The modest materials of the “bridge” enforce its status as a changeable, contingent object that could collapse or last forever.

William T. Wiley, Wizdumb Bridge, 1969, ink and watercolor on paper, 23 1/4 x 18 3/4".

The black globe appears in perpetually changing states throughout Wiley’s paintings and works on paper from 1970 onward. In another studio-view watercolor, Wizdumb Bridge, 1969, it sits on a worktable next to the 1969 assemblage with which the drawing shares a title. A belt is pinned to logs with mini rhino horns (an allusion to both the endangered species and an earlier group of artworks) and adorned with an infinity symbol apparently affixed by a lead pyramid (another earlier motif). On the wall is a blank canvas. The modest materials of the “bridge” enforce its status as a changeable, contingent object that could collapse or last forever. In the drawing, it forms an X with an aqua-colored spill from a tipped-over paint can. We are “there” on a metaphysical map. The story underneath the image tells of Wiley’s father, “the tool that didn’t seem to fit” obliquely referencing his surveyor’s pole, which is itself not in the picture. The subjects of the drawing—personal history, the art process, the cyclical nature of life—are neither wise nor dumb, as the title punningly asserts. They just are.

William T. Wiley, I’ve Got It All on the Line, 1970, watercolor and ink on paper, 22 × 30".

In I’ve Got It All on the Line, 1970, we at last get a glimpse of what’s outside Wiley’s studio, the edge of which is indicated by the stuff of worldly business—a phone, some notes, a hat. The parched ground of the artist’s youth terminates in an agrarian landscape, California as Pieter Bruegel the Elder might have imagined it.

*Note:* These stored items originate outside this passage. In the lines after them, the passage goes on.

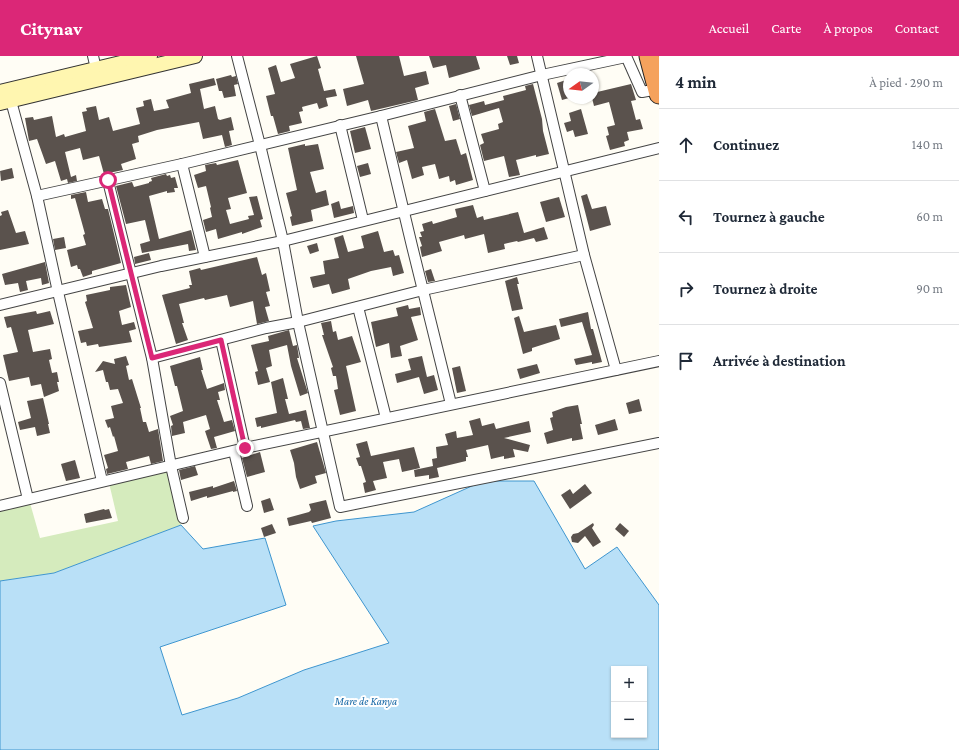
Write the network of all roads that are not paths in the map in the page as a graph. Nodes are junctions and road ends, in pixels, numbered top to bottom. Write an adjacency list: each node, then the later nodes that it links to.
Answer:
1 (150, 56): 7 (street)
2 (195, 56): 12 (street)
3 (237, 56): 15 (street)
4 (537, 56): 8 (street)
5 (649, 56): 10 (highway)
6 (626, 57): 8 (street); 10 (street)
7 (94, 63): 9 (street)
8 (542, 75): 11 (street); 18 (street)
9 (0, 92)
10 (658, 92)
11 (460, 95): 13 (street); 20 (street)
12 (6, 102): 21 (street)
13 (381, 116): 14 (street); 22 (street)
14 (340, 125): 15 (street); 23 (street)
15 (260, 144): 17 (street); 24 (street)
16 (659, 148): 18 (street)
17 (182, 164): 19 (street); 26 (street)
18 (564, 171): 20 (street); 25 (street)
19 (108, 180): 21 (street); 27 (street)
20 (485, 191): 22 (street)
21 (37, 196): 29 (street)
22 (404, 210): 23 (street); 28 (street)
23 (363, 220): 24 (street)
24 (283, 241): 26 (street); 32 (street)
25 (584, 255): 28 (street); 36 (street)
26 (205, 257): 27 (street)
27 (132, 274): 29 (street); 34 (street)
28 (423, 290): 31 (street); 38 (street)
29 (58, 292): 30 (street); 45 (street)
30 (0, 306)
31 (358, 307): 32 (street); 39 (street)
32 (298, 322): 33 (street); 40 (street)
33 (221, 340): 34 (street); 42 (street)
34 (152, 358): 44 (street)
35 (659, 361): 36 (street)
36 (616, 370): 38 (street)
37 (0, 382): 46 (street)
38 (451, 404): 39 (street)
39 (386, 418): 40 (street)
40 (323, 431): 41 (street); 42 (street)
41 (659, 443)
42 (245, 448): 43 (street)
43 (234, 450): 44 (street); 48 (street)
44 (171, 466): 45 (street); 49 (street)
45 (102, 481): 46 (street)
46 (28, 499): 47 (street)
47 (0, 506)
48 (247, 506)
49 (183, 518)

If The Painter Baffles depicts the stage, I’ve Got It offers the world around it. This is the terrain—indicated by Johns’s Flag—stolen from the Yakima tribe and despoiled by the Manhattan Project. And in it, Wiley has arranged a clothesline’s worth of symbols, among them an infinity sign and a scythe, for the prelapsarian harvest, balanced impossibly on that black-and-white banded pole. Art, he seems to indicate, is out there, on the line, even in all this compromised beauty: frail, in pieces, but possible. 

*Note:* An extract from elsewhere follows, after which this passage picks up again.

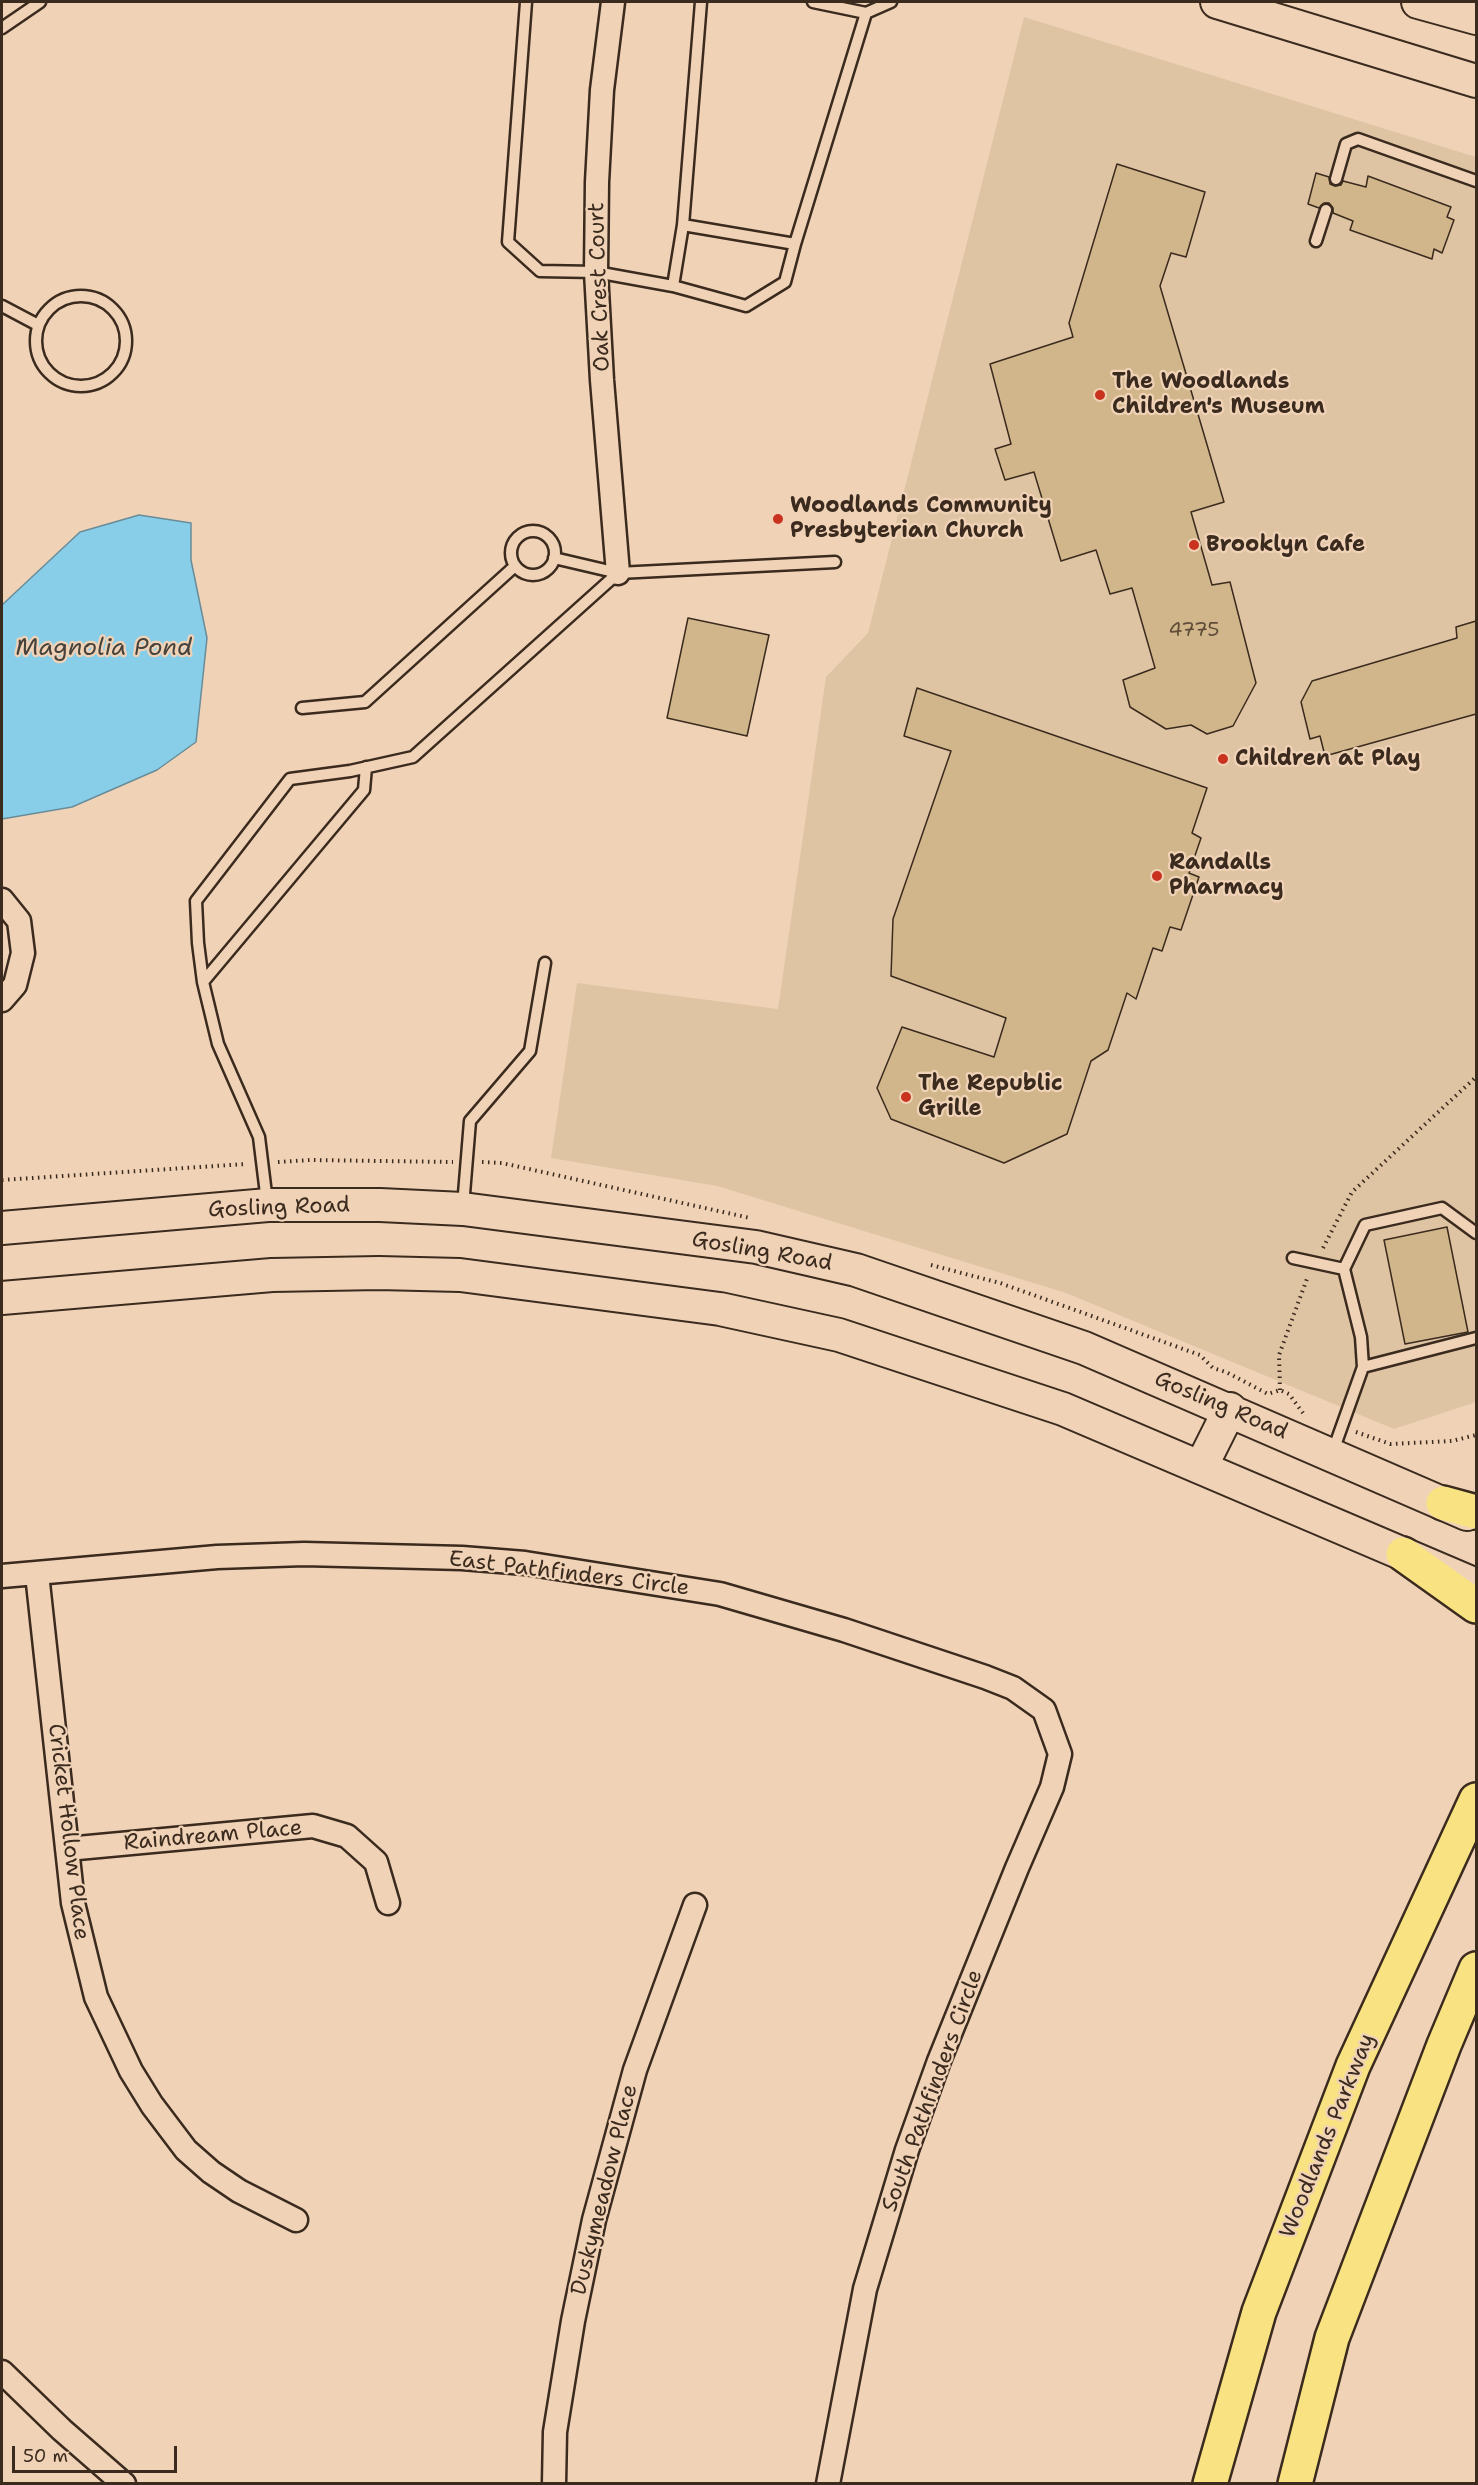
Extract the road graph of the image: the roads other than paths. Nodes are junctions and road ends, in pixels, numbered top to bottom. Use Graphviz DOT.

Dan Nadel is a writer and curator based in New York. He has organized the exhibitions “Building a Different Model” (through December 29) at the di Rosa Center for Contemporary Art, Napa, California, and “Landscape Without Boundaries” at the Jan Shrem and Maria Manetti Shrem Museum of Art in Davis, California, opening in May. 


1. William T. Wiley to H. C. Westermann, 15 July, 1970, H. C. Westermann Study Collection, Gift of Joanna Beall, Smart Museum of Art, University of Chicago.

2. William T. Wiley, “Thoughts on Marcel Duchamp,” in William T. Wiley, ed. Brenda Richardson, exh. cat. (Berkeley, CA: University Art Museum, 1971).

3. Harald Szeemann, “How Does an Exhibition Come into Being?,” in Selected Writings (Los Angeles: Getty Research Institute, 2018), 40.

4. William T. Wiley to H. C. Westermann, 7 February, 1969, H. C. Westermann Study Collection, Gift of Joanna Beall, Smart Museum of Art, University of Chicago.